Questo viene fatto da un media serio come il Times e ci invita a considerare, accanto alla questione delle bufale esplicite - ad esempio il campionario di idiozie che si trova in rete sui favoritismi e le ingiustizie a favore dei migranti subito condivise da migliaia di webetisti [i web-ebeti razzisti] - un altro elemento insidioso dell’informazione che riguarda il sociale.

Basta poco, una parola, un termine – un giornalista lo sa senz’altro fare – per travisare il significato delle questioni.

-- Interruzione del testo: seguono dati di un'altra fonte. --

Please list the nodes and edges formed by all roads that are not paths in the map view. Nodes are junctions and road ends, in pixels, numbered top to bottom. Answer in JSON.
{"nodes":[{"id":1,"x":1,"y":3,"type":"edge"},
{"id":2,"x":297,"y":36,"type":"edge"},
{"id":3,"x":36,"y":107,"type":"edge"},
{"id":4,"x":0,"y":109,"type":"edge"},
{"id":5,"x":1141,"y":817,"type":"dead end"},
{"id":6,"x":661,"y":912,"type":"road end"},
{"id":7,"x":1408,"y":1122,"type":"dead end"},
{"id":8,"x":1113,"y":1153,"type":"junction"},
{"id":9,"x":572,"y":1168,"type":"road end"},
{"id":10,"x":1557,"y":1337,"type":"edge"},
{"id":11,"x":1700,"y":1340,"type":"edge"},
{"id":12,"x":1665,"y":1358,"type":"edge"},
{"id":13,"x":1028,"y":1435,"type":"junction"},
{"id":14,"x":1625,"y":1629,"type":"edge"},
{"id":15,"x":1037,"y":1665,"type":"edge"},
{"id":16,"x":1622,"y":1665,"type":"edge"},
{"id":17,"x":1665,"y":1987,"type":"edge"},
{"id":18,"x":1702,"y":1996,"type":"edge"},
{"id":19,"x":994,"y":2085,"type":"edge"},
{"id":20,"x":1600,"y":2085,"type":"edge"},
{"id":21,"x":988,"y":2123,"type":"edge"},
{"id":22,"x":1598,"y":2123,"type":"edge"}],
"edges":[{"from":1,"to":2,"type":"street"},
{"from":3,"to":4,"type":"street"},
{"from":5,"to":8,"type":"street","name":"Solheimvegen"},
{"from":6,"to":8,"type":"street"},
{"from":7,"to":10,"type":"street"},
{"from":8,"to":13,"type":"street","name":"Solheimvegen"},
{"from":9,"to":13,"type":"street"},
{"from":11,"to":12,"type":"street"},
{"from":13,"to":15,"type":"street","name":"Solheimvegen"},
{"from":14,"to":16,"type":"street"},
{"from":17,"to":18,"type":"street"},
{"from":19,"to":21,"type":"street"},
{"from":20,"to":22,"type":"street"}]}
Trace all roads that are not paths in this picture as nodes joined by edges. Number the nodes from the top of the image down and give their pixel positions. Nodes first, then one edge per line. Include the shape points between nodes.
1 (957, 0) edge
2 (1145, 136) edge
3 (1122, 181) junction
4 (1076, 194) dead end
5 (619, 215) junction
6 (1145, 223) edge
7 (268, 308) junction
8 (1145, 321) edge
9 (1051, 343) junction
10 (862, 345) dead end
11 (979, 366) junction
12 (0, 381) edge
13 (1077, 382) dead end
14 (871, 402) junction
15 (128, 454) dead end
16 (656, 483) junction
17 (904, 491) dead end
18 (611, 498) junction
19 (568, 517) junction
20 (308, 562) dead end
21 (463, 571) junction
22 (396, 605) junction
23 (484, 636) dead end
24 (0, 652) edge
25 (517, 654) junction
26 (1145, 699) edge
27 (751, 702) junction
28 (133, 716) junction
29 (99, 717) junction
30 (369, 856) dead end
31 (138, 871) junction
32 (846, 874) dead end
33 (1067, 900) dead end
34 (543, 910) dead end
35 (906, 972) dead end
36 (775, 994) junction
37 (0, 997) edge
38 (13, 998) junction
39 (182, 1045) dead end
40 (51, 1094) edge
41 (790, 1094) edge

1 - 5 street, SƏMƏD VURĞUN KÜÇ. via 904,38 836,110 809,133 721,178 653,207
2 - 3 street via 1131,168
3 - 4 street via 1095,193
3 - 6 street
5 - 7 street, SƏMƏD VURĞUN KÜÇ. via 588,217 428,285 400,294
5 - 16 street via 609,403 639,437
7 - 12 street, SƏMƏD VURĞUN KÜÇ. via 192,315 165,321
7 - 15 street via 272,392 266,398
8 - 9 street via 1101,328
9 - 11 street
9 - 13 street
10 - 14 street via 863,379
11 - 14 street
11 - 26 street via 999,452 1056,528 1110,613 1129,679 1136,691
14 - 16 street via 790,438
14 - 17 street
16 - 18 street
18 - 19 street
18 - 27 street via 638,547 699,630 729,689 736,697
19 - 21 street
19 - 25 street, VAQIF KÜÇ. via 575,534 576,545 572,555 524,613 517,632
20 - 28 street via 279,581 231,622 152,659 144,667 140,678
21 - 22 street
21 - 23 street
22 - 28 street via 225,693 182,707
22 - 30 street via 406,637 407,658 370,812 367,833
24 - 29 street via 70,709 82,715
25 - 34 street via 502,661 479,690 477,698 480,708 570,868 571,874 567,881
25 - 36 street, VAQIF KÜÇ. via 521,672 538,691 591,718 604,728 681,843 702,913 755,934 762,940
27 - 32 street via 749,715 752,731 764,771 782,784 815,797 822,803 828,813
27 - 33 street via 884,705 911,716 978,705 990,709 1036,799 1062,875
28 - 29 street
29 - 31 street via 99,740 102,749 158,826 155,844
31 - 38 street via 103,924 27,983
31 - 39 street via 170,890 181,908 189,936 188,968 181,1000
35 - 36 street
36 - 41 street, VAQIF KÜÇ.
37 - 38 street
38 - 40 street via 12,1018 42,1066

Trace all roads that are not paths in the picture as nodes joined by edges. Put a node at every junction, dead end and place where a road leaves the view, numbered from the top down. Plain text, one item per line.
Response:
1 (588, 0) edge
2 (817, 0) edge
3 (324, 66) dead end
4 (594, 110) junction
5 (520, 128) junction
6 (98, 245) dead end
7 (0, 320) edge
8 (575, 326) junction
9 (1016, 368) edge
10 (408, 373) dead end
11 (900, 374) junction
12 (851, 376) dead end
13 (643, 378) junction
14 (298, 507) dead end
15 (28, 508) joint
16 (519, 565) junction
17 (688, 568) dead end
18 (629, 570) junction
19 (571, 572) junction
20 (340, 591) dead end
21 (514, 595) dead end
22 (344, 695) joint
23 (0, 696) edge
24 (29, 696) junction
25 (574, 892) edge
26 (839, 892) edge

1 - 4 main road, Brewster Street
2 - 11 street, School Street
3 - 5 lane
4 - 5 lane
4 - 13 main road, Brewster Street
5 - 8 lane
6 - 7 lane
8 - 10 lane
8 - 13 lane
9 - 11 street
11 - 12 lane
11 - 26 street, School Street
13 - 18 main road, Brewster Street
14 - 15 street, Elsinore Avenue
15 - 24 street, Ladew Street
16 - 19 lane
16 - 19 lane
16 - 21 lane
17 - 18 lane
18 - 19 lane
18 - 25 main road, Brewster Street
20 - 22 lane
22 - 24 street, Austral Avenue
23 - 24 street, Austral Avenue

Facciamo un esempio: se un giornale scrive

nella nostra città le cooperative rosse [o “bianche”] intascano complessivamente oltre un milione di euro di soldi pubblici per ospitare dei minori

 sta magari riferendo un fatto originato da una  risultanza oggettiva da bilancio comunale; ma introduce alcuni elementi che conducono a travisare il senso della notizia.

 1) L'uso di “intascano” induce a pensare a lucro, guadagno indebito, opportunismo molto più di “ricevono un corrispettivo” o altri termini più neutri. Chi ha “intascato” è già relegato in posizione di difesa, dovrà giustificare la correttezza del proprio lavoro, un po’ come se chiunque riceve uno stipendio dovesse dimostrare, fino a prova contraria, di non averlo rubato facendo nulla dal mattino alla sera.

 2) “Complessivamente”: mettere il numero totale impressiona il lettore non specialistico, è un numero grande che viene dato in pasto all’emotività senza spiegarne l’origine, così da rafforzare la sensazione che sia “tutto un magna magna”, mentre generalmente si tratta di rette standard costruite su costi noti e pubblici moltiplicate per il numero di minori accolti.

 3) “Rosse” [o “bianche”, o altrimenti qualificate] induce a pensare che tali soggetti lucrino (intascano) tanto (un milione) per prossimità politica agli amministratori locali. Che, ovviamente, può essere vero e nel qual caso è uno scandalo da denunciare, ma generalmente è alluso senza alcun elemento che lo corrobori (e spesso senza ben sapere cosa dia il patentino di “rossa” o “bianca” o altro alla cooperativa in questione).

 4) “di soldi pubblici”, tanto per rafforzare l’allusione scandalistica, l'ingiusto profitto a discapito dei cittadini onesti che pagano le tasse. Perché, chi dovrebbe pagare operatori, vitto, alloggio e struttura? I minori stessi accolti rompendo il porcellino? Le loro famiglie spesso disperate? Ma riaffermare così “soldi pubblici” induce a pensare che ciò non sia ragionevole normalità, ma un elemento scandaloso di una trama che l’arguto e coraggioso articolista sta disvelando.

 5) Per “ospitare minori”, tanto per alludere al fatto che 1) in fondo sono ragazzini, cosa ci vuole? Io quando ospito un compagno di mio figlio gli cucino un piatto di pasta gratis! E 2) che in fondo sono ragazzini, non li si si potrebbe tenere a casa loro, per risparmiare basterebbe dare qualche soldino di quel milione alle loro famiglie. Certo sarebbe diverso se si dessero al lettore elementi quali il fatto che si tratta di ragazzini abusati sessualmente entro il nucleo familiare o i cui genitori sono dediti al consumo di svariate sostanza magari in presenza della prole o ad attività illecite assortite che li hanno condotti in viaggio premio verso le patrie galere o in altre condizioni che determinano un abbandono dei ragazzi; e che, ovviamente, nessun minore viene sottratto ai genitori perché indigenti. Basta non dire nulla di ciò e il lettore nomale pensa che per innata cattiveria un assistente sociale abbia sottratto un bambino ad una povera mamma.

Facciamo i conti. 133 caratteri. Un tweet. Il giornalista ci ha messo 133 caratteri per instillare nella mente di migliaia di lettori moltissime convinzioni distorte. Ce ne sono voluti 2662 per un sintetico e forse insoddisfacente smontaggio della notizia, probabilmente pochi sono arrivati alla fine a leggerli. Per questo le mezze bufale sono più pericolose di quelle intere.